I am one of the 2.5 million veterans who served in Iraq or Afghanistan. I’m also an entrepreneur. And I’m not alone. The men and women of today’s armed services are uniquely positioned to become successful entrepreneurs.
To my fellow veterans:
You have what it takes. By nature of your military service, you possess the skills that are required to run your own business. As a Soldier, Sailor, Airman, or Marine, you learned the importance of communication, focus, and drive to accomplish the mission at hand. You’ve encountered problems that need to be solved on the fly and you’ve done so instinctively. Recall one of the earliest reports from Operation Enduring Freedom: U.S. special operations forces in Afghanistan coordinated precision airstrikes from laptops on horseback—21st Century technology met old-fashioned creativity to get the job done. That’s called entrepreneurship.

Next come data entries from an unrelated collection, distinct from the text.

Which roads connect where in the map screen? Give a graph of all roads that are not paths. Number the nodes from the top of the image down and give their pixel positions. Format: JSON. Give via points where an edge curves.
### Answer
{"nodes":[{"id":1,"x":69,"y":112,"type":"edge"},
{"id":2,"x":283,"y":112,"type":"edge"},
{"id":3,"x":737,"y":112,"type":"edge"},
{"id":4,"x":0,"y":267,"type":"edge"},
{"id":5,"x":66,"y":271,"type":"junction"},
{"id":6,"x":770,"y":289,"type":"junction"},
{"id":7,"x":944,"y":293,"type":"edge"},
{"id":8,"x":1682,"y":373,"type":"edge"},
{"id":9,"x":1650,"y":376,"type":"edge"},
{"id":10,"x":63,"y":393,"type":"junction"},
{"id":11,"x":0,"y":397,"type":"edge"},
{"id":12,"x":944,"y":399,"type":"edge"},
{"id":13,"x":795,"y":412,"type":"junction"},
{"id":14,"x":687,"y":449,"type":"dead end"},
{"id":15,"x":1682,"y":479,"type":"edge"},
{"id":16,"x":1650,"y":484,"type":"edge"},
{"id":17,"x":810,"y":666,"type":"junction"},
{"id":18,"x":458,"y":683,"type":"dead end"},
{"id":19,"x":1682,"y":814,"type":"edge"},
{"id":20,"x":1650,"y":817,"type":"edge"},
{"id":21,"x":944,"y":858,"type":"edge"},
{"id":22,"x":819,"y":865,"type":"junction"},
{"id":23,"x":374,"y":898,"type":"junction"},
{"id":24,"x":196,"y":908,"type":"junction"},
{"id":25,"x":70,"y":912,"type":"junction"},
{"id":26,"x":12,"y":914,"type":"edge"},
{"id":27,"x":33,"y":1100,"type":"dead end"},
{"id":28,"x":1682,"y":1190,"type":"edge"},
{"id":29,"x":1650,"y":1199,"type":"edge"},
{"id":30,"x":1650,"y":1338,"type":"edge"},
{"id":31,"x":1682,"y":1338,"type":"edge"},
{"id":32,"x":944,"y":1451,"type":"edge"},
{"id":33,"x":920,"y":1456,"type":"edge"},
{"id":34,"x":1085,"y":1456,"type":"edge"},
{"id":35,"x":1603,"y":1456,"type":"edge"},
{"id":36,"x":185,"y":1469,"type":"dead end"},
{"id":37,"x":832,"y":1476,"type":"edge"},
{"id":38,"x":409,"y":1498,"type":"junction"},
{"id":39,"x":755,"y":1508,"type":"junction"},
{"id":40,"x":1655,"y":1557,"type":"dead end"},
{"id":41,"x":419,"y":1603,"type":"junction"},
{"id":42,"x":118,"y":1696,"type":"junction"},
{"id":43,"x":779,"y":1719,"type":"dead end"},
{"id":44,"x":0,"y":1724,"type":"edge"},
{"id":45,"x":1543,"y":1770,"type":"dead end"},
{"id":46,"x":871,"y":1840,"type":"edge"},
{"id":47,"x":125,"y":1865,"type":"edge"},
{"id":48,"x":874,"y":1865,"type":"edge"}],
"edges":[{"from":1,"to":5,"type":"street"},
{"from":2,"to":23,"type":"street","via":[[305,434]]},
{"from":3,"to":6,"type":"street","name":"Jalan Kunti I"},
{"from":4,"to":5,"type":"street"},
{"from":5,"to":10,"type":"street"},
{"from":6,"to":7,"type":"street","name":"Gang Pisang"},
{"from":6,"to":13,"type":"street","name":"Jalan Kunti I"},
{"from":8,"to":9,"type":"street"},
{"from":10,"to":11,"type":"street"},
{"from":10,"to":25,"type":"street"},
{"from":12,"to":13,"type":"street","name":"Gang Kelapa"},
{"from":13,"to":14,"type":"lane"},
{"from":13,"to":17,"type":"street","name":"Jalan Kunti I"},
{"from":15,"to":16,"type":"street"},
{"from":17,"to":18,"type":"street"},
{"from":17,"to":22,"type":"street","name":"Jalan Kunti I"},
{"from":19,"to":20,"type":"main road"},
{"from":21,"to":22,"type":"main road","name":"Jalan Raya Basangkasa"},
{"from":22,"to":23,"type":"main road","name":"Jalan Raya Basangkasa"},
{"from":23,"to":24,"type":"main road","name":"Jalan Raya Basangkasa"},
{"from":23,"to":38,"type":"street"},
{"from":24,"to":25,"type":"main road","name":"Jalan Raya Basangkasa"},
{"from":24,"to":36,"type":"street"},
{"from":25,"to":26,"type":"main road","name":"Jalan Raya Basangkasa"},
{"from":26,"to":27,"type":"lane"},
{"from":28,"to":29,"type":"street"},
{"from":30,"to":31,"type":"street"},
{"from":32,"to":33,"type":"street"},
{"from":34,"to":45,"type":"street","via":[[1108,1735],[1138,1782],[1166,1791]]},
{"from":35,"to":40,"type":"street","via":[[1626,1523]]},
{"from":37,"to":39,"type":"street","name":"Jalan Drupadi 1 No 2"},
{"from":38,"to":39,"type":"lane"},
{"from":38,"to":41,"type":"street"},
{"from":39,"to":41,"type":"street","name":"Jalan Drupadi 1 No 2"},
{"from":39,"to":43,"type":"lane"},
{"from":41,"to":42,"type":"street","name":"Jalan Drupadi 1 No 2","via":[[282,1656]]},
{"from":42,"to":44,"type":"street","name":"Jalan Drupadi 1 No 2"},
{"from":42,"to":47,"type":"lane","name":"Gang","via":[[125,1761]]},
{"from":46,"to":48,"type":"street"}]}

You are a leader. You’ve already acted with more poise under pressure than most people do in a lifetime. You’ve shown bravery in the most daunting situations one can face. These experiences will naturally yield positive results in a position of leadership; people around you will seek your guidance and direction, knowing they can trust your judgment. Use this to confidently build a team and lead them to success.

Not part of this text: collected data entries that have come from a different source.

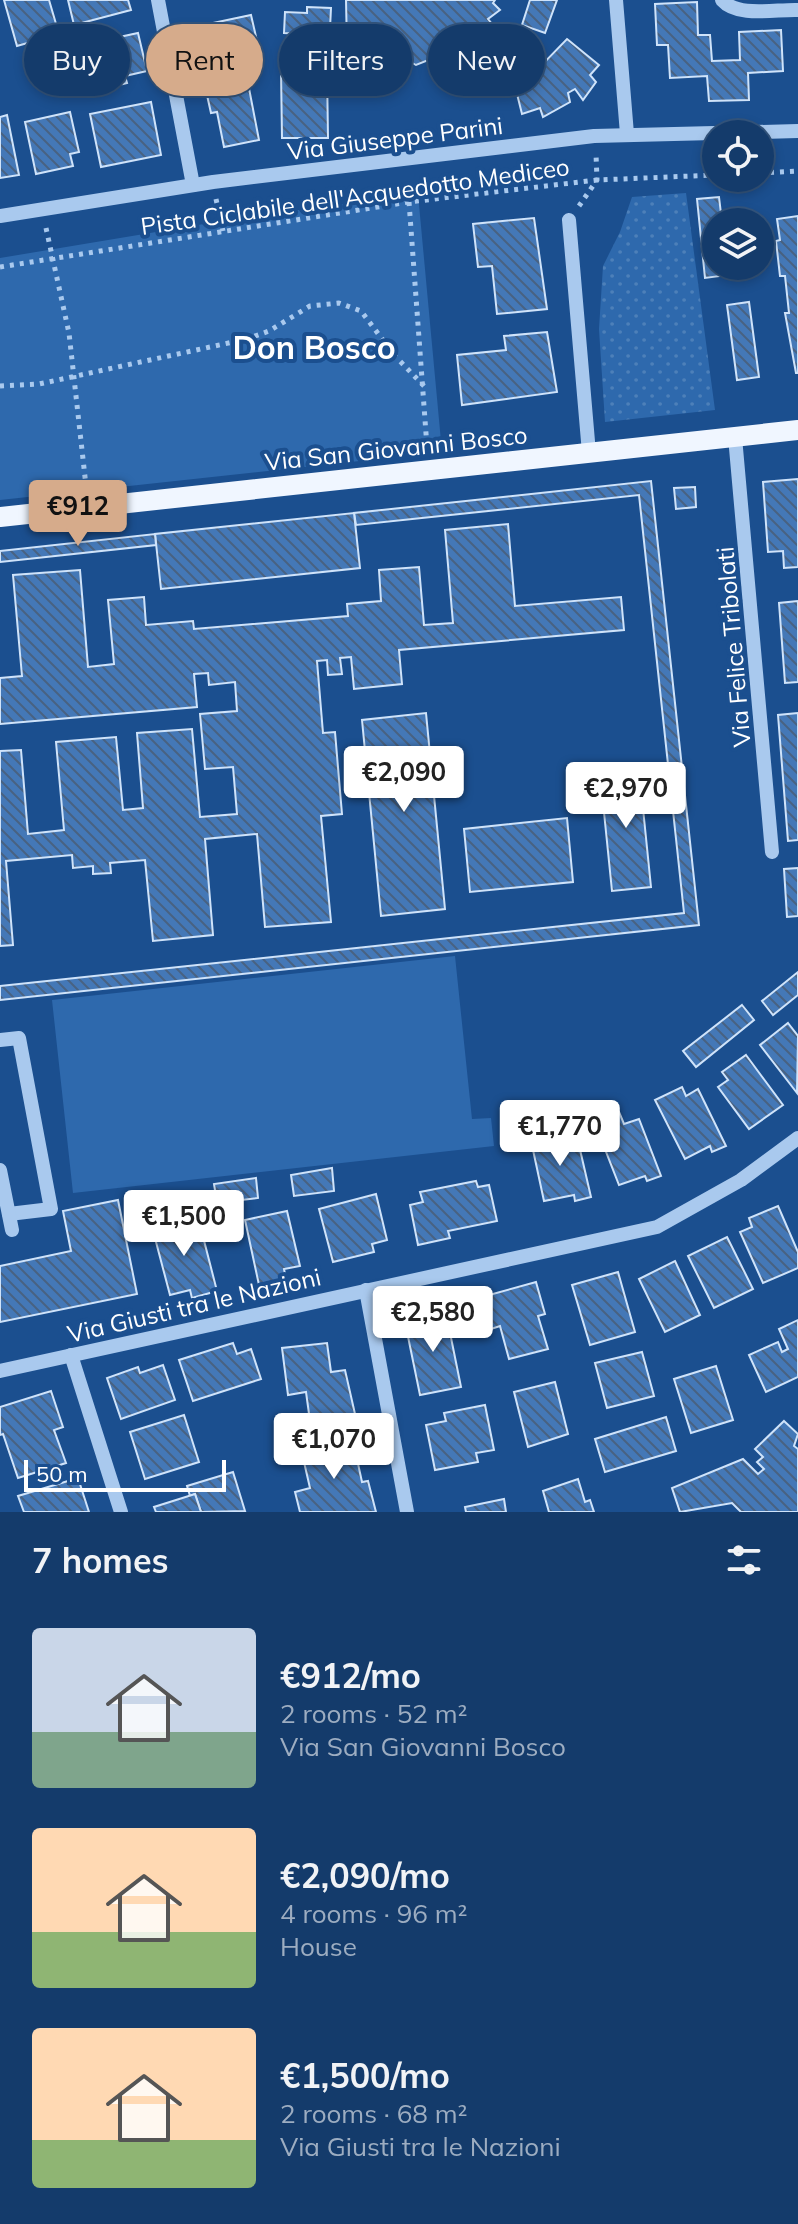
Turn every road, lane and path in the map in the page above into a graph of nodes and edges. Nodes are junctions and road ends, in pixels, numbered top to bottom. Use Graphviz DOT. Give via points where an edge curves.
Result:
graph roads {
  1 [pos="158,0"];
  2 [pos="616,0"];
  3 [pos="722,0"];
  4 [pos="798,10"];
  5 [pos="798,131"];
  6 [pos="627,134"];
  7 [pos="594,136"];
  8 [pos="798,171"];
  9 [pos="774,172"];
  10 [pos="702,176"];
  11 [pos="597,180"];
  12 [pos="213,182"];
  13 [pos="193,185"];
  14 [pos="409,202"];
  15 [pos="43,211"];
  16 [pos="0,216"];
  17 [pos="569,220"];
  18 [pos="223,231"];
  19 [pos="54,260"];
  20 [pos="0,267"];
  21 [pos="73,376"];
  22 [pos="0,386"];
  23 [pos="424,386"];
  24 [pos="798,430"];
  25 [pos="735,437"];
  26 [pos="427,447"];
  27 [pos="589,453"];
  28 [pos="86,487"];
  29 [pos="0,517"];
  30 [pos="772,852"];
  31 [pos="0,1040"];
  32 [pos="798,1138"];
  33 [pos="0,1170"];
  34 [pos="9,1214"];
  35 [pos="12,1230"];
  36 [pos="366,1290"];
  37 [pos="71,1355"];
  38 [pos="0,1371"];
  39 [pos="121,1512"];
  40 [pos="407,1512"];
  1 -- 13 [label="street"];
  2 -- 6 [label="street"];
  3 -- 4 [label="street" via="743,10"];
  5 -- 6 [label="street, Via Giuseppe Parini"];
  6 -- 7 [label="street, Via Giuseppe Parini"];
  7 -- 11 [label="path"];
  7 -- 12 [label="street, Via Giuseppe Parini"];
  8 -- 9 [label="path"];
  10 -- 11 [label="path, Pista Ciclabile dell'Acquedotto Mediceo"];
  11 -- 14 [label="path, Pista Ciclabile dell'Acquedotto Mediceo"];
  11 -- 17 [label="path"];
  12 -- 13 [label="street, Via Giuseppe Parini"];
  12 -- 18 [label="path"];
  13 -- 15 [label="street, Via Giuseppe Parini"];
  14 -- 18 [label="path, Pista Ciclabile dell'Acquedotto Mediceo"];
  14 -- 23 [label="path"];
  15 -- 16 [label="street, Via Giuseppe Parini"];
  15 -- 19 [label="path"];
  17 -- 27 [label="street"];
  18 -- 19 [label="path, Pista Ciclabile dell'Acquedotto Mediceo"];
  19 -- 20 [label="path, Pista Ciclabile dell'Acquedotto Mediceo"];
  19 -- 21 [label="path"];
  21 -- 22 [label="path"];
  21 -- 23 [label="path" via="247,339 310,306 339,303 361,311"];
  21 -- 28 [label="path"];
  23 -- 26 [label="path"];
  24 -- 25 [label="main road, Via San Giovanni Bosco"];
  25 -- 27 [label="main road, Via San Giovanni Bosco"];
  25 -- 30 [label="street, Via Felice Tribolati"];
  27 -- 29 [label="main road, Via San Giovanni Bosco"];
  31 -- 34 [label="street" via="19,1038 51,1209"];
  32 -- 36 [label="street, Via Giusti tra le Nazioni" via="741,1180 657,1227"];
  33 -- 34 [label="street"];
  34 -- 35 [label="street"];
  36 -- 37 [label="street, Via Giusti tra le Nazioni"];
  36 -- 40 [label="street"];
  37 -- 38 [label="street, Via Giusti tra le Nazioni"];
  37 -- 39 [label="street"];
}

You have support. Programs like Techstar’s Patriot Bootcamp, The Institute for Veterans and Military Families’ Entrepreneurship Bootcamp for Veterans with Disabilities, VETtoCEO, and VetsinTech provide valuable training. Incubators and accelerators like Bunker Labs provide a nurturing environment. Traditional, stalwart veterans groups, like the American Legion, deploy their substantial resources to support young veteran entrepreneurs. Congress has helped with the Veterans Entrepreneurship Act of 2015. We veterans now have our own networks of angel investors and venture capitalists for sources of funding. These resources exist because they believe in your ability to succeed as an entrepreneur.
This isn’t a new concept. There is a rich history of military veterans finding success in business. A Syracuse University study found that nearly 49.7% of WWII veterans went on to own or run a business. Now it’s time for our generation to do the same. We have the opportunity to define our legacy through a collective act of “second service” to our country. By starting and running successful businesses, we become a catalyst for the real, sustained economic growth that our country desperately needs.
In closing, realize that your potential as a leader in the business world is unbounded. I hope you accept the challenge of entrepreneurship head on. I know you’ll win.